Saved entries
⁂

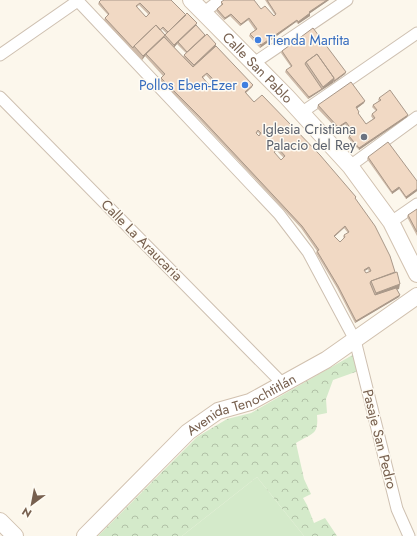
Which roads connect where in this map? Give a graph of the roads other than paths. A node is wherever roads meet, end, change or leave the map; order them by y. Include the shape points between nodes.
1 (78, 0) edge
2 (191, 0) edge
3 (220, 0) edge
4 (347, 0) edge
5 (203, 13) junction
6 (417, 33) edge
7 (0, 55) edge
8 (254, 63) junction
9 (0, 97) edge
10 (301, 113) junction
11 (417, 117) edge
12 (350, 166) junction
13 (417, 204) edge
14 (391, 222) junction
15 (417, 274) edge
16 (417, 296) edge
17 (356, 340) junction
18 (283, 384) junction
19 (0, 521) edge
20 (15, 536) edge
21 (85, 536) edge
22 (409, 536) edge

1 - 7 street
1 - 17 street, Pasaje San Pedro via 279,214 308,252
2 - 5 street, Calle San Pablo
3 - 5 street
4 - 8 street
5 - 8 street, Calle San Pablo
6 - 10 street
8 - 10 street, Calle San Pablo
9 - 18 street, Calle La Araucaria
10 - 12 street, Calle San Pablo
11 - 12 street
12 - 14 street, Calle San Pablo
13 - 14 street
14 - 15 street, Calle San Pablo
16 - 17 street, Avenida Tenochtitlán
17 - 18 street, Avenida Tenochtitlán
17 - 22 street, Pasaje San Pedro via 397,509
18 - 21 street, Avenida Tenochtitlán via 250,402 218,411 188,432
19 - 20 street

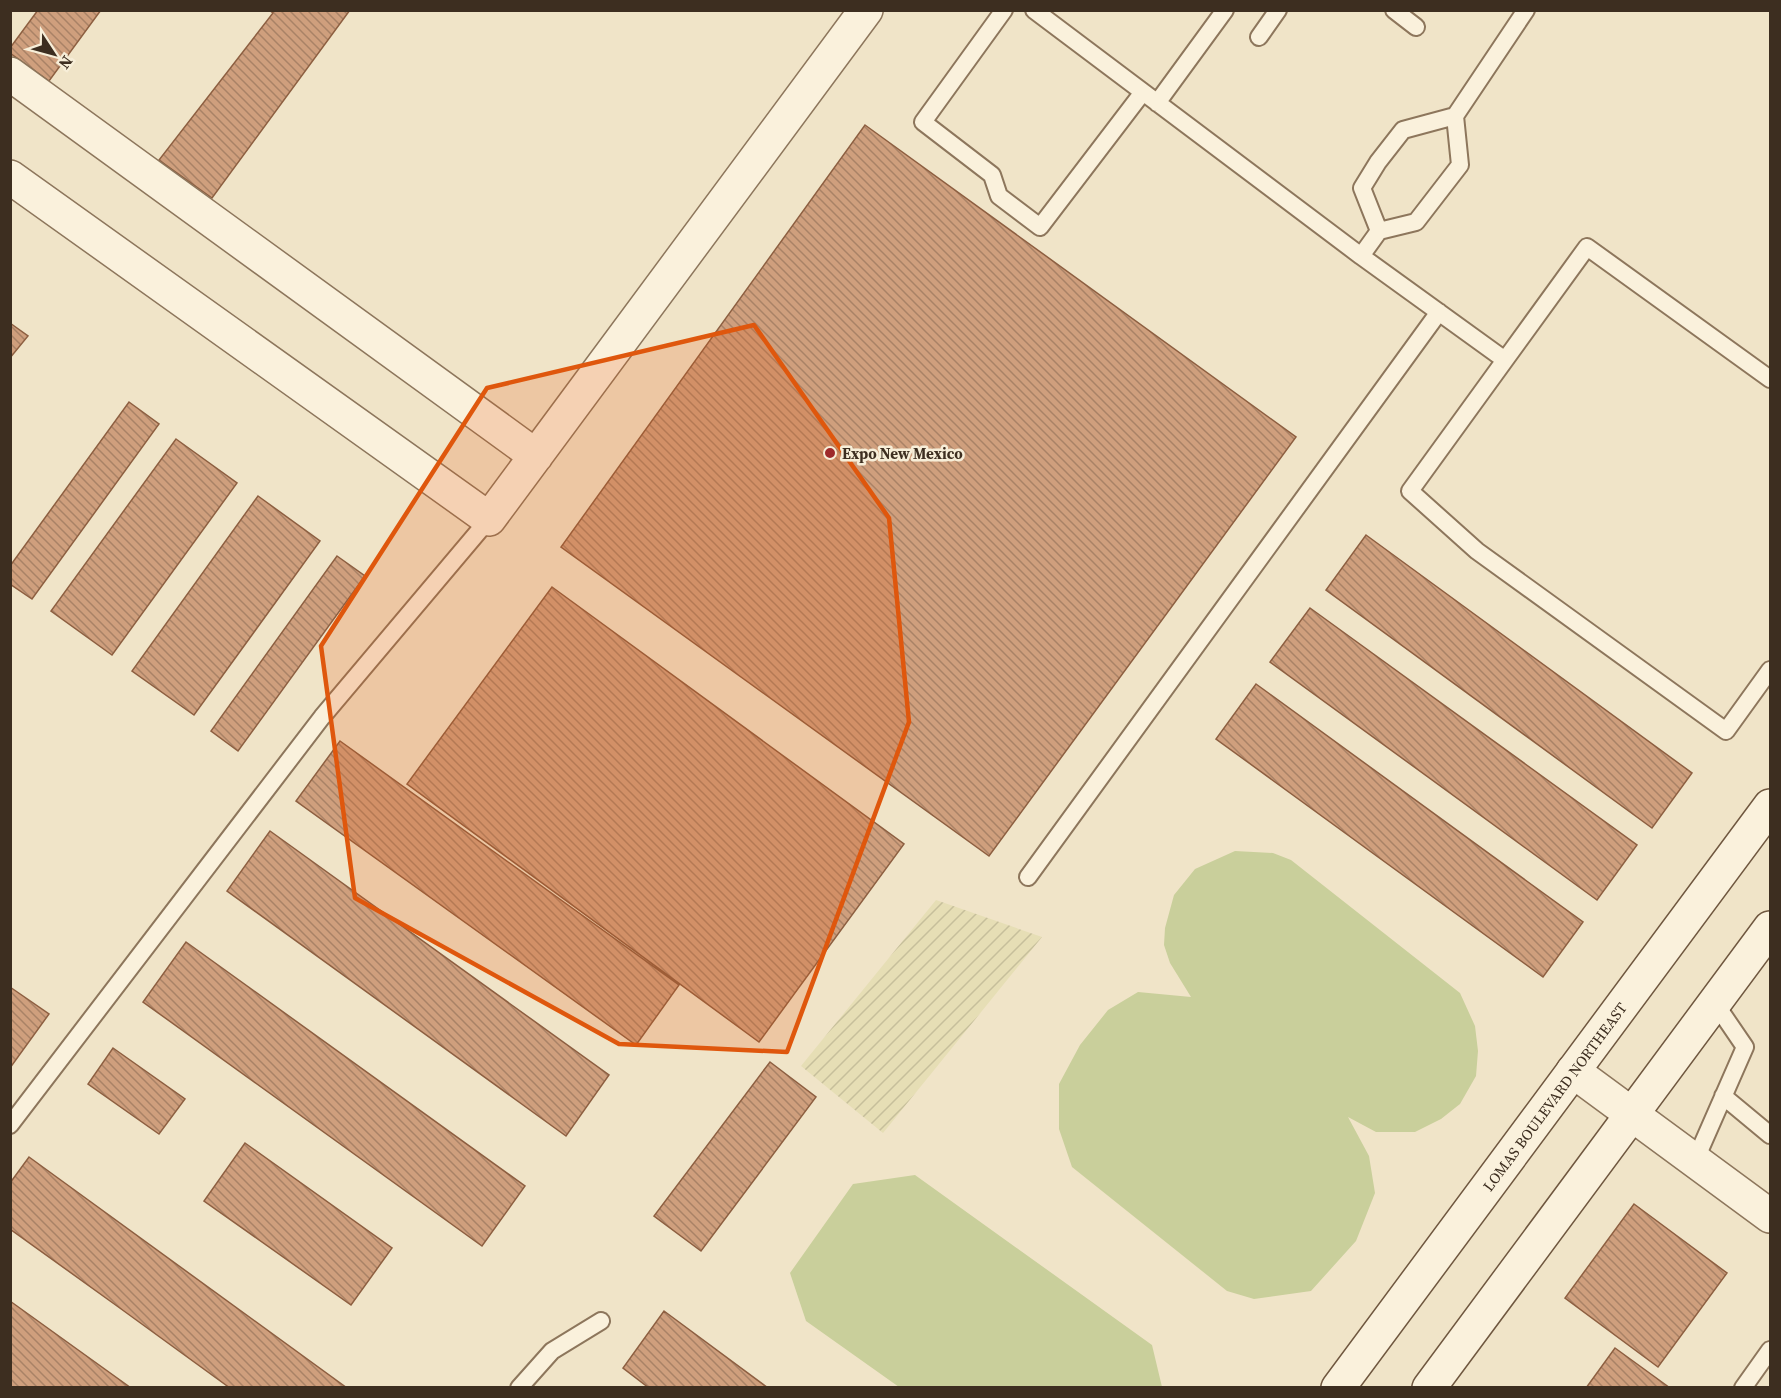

⁂

## How to complete this task
Give back every record precisely as it stands, without the images.

## Exercise answer
Which roads connect where in this map? Give a graph of the roads other than paths. A node is wherever roads meet, end, change or leave the map; order them by y. Include the shape points between nodes.
1 (78, 0) edge
2 (191, 0) edge
3 (220, 0) edge
4 (347, 0) edge
5 (203, 13) junction
6 (417, 33) edge
7 (0, 55) edge
8 (254, 63) junction
9 (0, 97) edge
10 (301, 113) junction
11 (417, 117) edge
12 (350, 166) junction
13 (417, 204) edge
14 (391, 222) junction
15 (417, 274) edge
16 (417, 296) edge
17 (356, 340) junction
18 (283, 384) junction
19 (0, 521) edge
20 (15, 536) edge
21 (85, 536) edge
22 (409, 536) edge

1 - 7 street
1 - 17 street, Pasaje San Pedro via 279,214 308,252
2 - 5 street, Calle San Pablo
3 - 5 street
4 - 8 street
5 - 8 street, Calle San Pablo
6 - 10 street
8 - 10 street, Calle San Pablo
9 - 18 street, Calle La Araucaria
10 - 12 street, Calle San Pablo
11 - 12 street
12 - 14 street, Calle San Pablo
13 - 14 street
14 - 15 street, Calle San Pablo
16 - 17 street, Avenida Tenochtitlán
17 - 18 street, Avenida Tenochtitlán
17 - 22 street, Pasaje San Pedro via 397,509
18 - 21 street, Avenida Tenochtitlán via 250,402 218,411 188,432
19 - 20 street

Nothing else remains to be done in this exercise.